The Verdict – The film was introduced McCarthy and hubby to polite applause and only the occasional laugh at CinemaCon. Falling between the funny female empowerment films like of “I Feel Pretty” and college gross-out comedies “Animal House”, this one looks set to do middling business in the third week of “Avengers: Infinity Takings”. USD $15 million

Breaking In (Universal) – Gabrielle Union is a mother fighting to protect her family during a home invasion. Between this, “Life of the Party” and “Terminal” it is a weekend of strong females counter programming, though not in traditional rom-com territory. The UK has done better with Studiocanal’s “The Guernsey Literary and Potato Peel Pie Society” taking second spot to “Avengers: Competition Obliteration”, though dropping to GBP £1 million in its second week (for GBP £3 million total). But we digress.

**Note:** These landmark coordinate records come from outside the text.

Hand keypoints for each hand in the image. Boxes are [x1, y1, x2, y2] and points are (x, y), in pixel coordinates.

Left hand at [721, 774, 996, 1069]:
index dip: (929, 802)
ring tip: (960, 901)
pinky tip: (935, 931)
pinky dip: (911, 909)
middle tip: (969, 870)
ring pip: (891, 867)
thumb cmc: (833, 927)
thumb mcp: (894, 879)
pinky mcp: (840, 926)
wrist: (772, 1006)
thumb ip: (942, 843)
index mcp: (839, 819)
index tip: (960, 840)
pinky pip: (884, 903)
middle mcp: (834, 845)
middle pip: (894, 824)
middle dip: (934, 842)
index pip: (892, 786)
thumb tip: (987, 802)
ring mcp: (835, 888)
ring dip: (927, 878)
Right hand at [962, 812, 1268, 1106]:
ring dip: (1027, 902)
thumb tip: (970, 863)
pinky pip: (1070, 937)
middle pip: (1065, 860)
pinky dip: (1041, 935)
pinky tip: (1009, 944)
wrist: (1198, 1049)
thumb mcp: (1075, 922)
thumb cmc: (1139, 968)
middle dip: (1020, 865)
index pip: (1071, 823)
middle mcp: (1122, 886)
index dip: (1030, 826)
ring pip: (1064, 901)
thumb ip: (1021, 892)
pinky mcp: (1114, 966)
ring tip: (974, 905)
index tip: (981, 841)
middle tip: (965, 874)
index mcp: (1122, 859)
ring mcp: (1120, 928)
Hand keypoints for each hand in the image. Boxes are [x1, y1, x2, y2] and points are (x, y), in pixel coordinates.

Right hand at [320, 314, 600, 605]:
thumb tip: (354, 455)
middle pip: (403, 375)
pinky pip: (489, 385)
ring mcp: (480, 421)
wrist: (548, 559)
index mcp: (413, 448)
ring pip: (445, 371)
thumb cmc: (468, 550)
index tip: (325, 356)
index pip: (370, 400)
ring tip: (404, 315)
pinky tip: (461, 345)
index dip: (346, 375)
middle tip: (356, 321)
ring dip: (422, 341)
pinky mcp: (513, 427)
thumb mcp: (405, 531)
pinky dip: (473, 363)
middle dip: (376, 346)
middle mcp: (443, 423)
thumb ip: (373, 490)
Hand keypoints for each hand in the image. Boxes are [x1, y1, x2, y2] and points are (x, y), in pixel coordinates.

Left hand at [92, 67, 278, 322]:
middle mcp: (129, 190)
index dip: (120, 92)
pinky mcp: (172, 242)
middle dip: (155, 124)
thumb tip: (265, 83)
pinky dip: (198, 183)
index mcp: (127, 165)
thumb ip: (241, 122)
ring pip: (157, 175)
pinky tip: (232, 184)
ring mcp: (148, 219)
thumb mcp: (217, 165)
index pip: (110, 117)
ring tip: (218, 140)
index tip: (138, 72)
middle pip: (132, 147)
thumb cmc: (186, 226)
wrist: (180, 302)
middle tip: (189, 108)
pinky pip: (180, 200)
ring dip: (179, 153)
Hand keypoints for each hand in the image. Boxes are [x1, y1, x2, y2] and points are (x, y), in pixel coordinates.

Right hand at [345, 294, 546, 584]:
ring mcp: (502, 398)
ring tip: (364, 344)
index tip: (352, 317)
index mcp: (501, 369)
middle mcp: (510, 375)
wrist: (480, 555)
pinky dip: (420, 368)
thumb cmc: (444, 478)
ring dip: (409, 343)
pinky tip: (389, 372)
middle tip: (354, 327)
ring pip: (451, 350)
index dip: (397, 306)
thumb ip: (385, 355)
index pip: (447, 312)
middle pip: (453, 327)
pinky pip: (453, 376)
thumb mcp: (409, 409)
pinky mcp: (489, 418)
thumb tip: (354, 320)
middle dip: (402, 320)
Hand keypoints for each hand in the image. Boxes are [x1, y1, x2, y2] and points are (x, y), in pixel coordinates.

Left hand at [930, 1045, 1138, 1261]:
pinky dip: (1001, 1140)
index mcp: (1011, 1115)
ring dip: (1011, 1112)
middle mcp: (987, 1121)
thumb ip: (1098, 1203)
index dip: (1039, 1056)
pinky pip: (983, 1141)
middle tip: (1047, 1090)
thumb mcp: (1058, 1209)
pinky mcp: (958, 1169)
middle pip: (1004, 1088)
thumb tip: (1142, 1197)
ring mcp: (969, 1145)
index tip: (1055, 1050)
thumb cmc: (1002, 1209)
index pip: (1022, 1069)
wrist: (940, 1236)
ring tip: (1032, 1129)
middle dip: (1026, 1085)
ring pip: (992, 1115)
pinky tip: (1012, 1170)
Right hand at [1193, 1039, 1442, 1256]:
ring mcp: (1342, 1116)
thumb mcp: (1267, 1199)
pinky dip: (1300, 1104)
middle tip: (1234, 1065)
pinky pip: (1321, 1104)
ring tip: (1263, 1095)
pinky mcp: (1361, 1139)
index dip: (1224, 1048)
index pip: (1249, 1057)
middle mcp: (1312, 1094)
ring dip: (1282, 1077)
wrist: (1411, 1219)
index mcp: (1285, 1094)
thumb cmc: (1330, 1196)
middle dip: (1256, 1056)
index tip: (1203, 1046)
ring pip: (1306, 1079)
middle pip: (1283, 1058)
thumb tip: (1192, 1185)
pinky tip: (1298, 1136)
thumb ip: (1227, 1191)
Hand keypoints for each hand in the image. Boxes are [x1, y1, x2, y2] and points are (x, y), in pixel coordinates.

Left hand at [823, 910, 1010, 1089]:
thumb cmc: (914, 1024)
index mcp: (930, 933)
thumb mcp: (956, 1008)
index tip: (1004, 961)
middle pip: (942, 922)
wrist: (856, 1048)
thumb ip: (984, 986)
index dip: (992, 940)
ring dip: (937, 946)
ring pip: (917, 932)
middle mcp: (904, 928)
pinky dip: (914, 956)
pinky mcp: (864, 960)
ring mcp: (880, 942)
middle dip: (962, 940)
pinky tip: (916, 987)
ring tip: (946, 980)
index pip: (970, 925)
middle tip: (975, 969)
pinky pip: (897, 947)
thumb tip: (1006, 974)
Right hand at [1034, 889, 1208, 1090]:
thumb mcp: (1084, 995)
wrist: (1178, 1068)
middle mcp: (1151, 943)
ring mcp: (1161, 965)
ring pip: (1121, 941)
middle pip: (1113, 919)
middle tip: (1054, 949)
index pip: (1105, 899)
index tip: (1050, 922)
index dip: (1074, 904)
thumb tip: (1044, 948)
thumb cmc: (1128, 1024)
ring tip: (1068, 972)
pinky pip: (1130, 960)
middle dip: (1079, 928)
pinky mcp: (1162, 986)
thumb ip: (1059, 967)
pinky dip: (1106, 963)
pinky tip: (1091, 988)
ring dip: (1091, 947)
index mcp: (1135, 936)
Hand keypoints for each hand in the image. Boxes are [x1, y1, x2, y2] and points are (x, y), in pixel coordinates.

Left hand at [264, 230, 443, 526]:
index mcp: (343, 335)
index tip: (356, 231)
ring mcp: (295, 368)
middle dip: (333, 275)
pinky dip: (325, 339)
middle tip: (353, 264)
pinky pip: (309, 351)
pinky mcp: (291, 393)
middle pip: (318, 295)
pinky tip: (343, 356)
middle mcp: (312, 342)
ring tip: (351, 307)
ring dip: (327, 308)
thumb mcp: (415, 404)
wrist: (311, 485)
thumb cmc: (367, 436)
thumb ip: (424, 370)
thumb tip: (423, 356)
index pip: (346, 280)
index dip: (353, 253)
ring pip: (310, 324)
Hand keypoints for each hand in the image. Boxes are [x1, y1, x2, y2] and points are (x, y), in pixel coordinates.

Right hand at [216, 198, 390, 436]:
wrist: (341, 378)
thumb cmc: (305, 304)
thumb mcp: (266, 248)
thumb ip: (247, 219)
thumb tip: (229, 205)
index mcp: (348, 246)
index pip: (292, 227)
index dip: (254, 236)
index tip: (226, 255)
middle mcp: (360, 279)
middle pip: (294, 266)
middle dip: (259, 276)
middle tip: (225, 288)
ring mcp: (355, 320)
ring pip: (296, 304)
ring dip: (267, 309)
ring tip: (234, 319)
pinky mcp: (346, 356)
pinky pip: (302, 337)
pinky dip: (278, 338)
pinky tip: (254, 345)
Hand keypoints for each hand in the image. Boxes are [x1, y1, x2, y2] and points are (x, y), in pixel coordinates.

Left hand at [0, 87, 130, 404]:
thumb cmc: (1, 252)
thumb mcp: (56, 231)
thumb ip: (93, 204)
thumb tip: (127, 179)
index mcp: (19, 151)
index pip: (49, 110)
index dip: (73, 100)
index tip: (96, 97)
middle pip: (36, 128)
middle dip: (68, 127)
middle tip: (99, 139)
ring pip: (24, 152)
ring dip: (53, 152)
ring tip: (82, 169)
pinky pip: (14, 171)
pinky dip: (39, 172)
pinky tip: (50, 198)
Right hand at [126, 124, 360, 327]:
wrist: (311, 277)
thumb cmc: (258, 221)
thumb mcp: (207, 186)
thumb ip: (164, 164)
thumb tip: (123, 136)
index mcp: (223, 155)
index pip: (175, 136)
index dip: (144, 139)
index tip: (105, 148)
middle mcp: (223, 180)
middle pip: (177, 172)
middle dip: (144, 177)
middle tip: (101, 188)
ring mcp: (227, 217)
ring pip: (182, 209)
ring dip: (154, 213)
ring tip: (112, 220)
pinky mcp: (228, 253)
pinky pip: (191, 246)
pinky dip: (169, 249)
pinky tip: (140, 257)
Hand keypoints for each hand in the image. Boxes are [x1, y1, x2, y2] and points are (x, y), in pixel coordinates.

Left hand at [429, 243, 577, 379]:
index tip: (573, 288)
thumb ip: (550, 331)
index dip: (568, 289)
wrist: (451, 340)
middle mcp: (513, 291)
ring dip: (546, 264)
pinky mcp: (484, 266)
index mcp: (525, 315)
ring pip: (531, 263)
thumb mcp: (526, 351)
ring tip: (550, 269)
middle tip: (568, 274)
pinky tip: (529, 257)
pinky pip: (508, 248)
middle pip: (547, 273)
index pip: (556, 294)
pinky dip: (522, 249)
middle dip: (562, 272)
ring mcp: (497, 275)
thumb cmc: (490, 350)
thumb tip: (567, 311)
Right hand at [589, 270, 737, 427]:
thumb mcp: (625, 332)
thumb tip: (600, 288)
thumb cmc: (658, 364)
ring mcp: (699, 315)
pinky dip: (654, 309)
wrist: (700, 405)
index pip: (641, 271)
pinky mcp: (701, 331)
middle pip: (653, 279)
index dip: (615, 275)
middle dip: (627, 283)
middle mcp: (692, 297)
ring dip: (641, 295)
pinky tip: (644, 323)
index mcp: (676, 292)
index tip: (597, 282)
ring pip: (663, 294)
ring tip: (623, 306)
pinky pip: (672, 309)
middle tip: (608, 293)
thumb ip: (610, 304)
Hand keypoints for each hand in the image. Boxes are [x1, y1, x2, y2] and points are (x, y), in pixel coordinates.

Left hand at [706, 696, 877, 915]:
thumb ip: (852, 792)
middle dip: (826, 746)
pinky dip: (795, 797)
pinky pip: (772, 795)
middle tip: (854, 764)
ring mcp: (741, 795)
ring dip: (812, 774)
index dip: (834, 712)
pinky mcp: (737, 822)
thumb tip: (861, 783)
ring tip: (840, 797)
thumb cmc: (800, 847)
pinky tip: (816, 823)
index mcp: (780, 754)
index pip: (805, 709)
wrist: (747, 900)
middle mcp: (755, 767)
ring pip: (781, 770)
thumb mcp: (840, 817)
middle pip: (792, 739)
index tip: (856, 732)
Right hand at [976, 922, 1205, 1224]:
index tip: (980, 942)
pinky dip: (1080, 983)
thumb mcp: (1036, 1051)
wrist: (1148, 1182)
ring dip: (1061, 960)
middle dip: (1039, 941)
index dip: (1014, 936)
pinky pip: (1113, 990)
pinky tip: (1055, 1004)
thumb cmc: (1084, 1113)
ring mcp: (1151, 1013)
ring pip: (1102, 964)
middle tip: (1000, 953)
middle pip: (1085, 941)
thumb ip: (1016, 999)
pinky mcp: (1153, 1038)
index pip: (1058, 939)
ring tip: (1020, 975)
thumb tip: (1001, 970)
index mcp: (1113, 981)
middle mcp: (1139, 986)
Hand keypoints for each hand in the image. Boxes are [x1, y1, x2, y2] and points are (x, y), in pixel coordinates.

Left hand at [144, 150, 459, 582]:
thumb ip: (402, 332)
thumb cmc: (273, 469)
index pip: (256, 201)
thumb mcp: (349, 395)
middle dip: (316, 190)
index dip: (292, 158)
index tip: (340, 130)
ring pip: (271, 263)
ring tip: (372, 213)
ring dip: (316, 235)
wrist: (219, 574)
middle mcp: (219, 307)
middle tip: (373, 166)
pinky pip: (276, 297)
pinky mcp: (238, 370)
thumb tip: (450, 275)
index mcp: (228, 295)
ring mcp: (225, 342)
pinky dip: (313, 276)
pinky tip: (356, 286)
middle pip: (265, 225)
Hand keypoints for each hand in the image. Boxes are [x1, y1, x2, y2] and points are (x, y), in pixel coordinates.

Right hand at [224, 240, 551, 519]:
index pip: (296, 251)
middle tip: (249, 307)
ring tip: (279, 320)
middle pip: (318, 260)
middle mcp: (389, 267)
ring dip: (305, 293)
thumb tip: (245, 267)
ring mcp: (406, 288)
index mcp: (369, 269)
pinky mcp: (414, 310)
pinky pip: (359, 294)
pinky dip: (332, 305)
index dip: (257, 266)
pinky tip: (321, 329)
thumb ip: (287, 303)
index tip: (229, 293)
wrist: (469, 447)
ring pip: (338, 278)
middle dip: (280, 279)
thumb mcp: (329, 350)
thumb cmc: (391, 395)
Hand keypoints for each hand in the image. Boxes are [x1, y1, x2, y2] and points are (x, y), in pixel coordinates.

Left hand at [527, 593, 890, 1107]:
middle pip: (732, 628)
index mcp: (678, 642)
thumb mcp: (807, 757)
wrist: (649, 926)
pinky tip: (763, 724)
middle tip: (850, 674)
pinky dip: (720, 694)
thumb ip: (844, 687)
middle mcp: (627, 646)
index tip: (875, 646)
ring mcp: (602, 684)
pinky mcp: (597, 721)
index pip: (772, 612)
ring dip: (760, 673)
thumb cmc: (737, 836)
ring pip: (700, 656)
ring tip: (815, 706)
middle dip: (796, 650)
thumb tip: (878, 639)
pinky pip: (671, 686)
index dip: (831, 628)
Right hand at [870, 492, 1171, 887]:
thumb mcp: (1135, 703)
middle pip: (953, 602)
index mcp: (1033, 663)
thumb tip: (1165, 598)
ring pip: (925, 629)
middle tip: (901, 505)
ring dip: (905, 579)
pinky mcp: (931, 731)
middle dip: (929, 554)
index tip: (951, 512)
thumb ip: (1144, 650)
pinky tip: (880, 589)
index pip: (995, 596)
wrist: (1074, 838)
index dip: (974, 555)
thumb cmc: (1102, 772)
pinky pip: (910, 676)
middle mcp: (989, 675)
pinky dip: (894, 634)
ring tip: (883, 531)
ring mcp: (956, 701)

The Verdict – Don’t expect it to match the opening W/E BO of the other don’t-mess-with-mother “Panic Room” of USD $30 million (and that was in 2002), but more like “Proud Mary” that took USD $9.5 million in the badass African-American females genre. USD $12 million.

LIMITED RELEASES

Terminal – Not to be confused with Spielberg-Hanks’ “The Terminal”, Margo Robbie stars alongside Mike Myers, Simon Pegg, Max Irons, and Dexter Fletcher in this story of two assassins “carrying out a sinister mission.” Which makes a change from all the assassin films featuring wholesome and uplifting missions.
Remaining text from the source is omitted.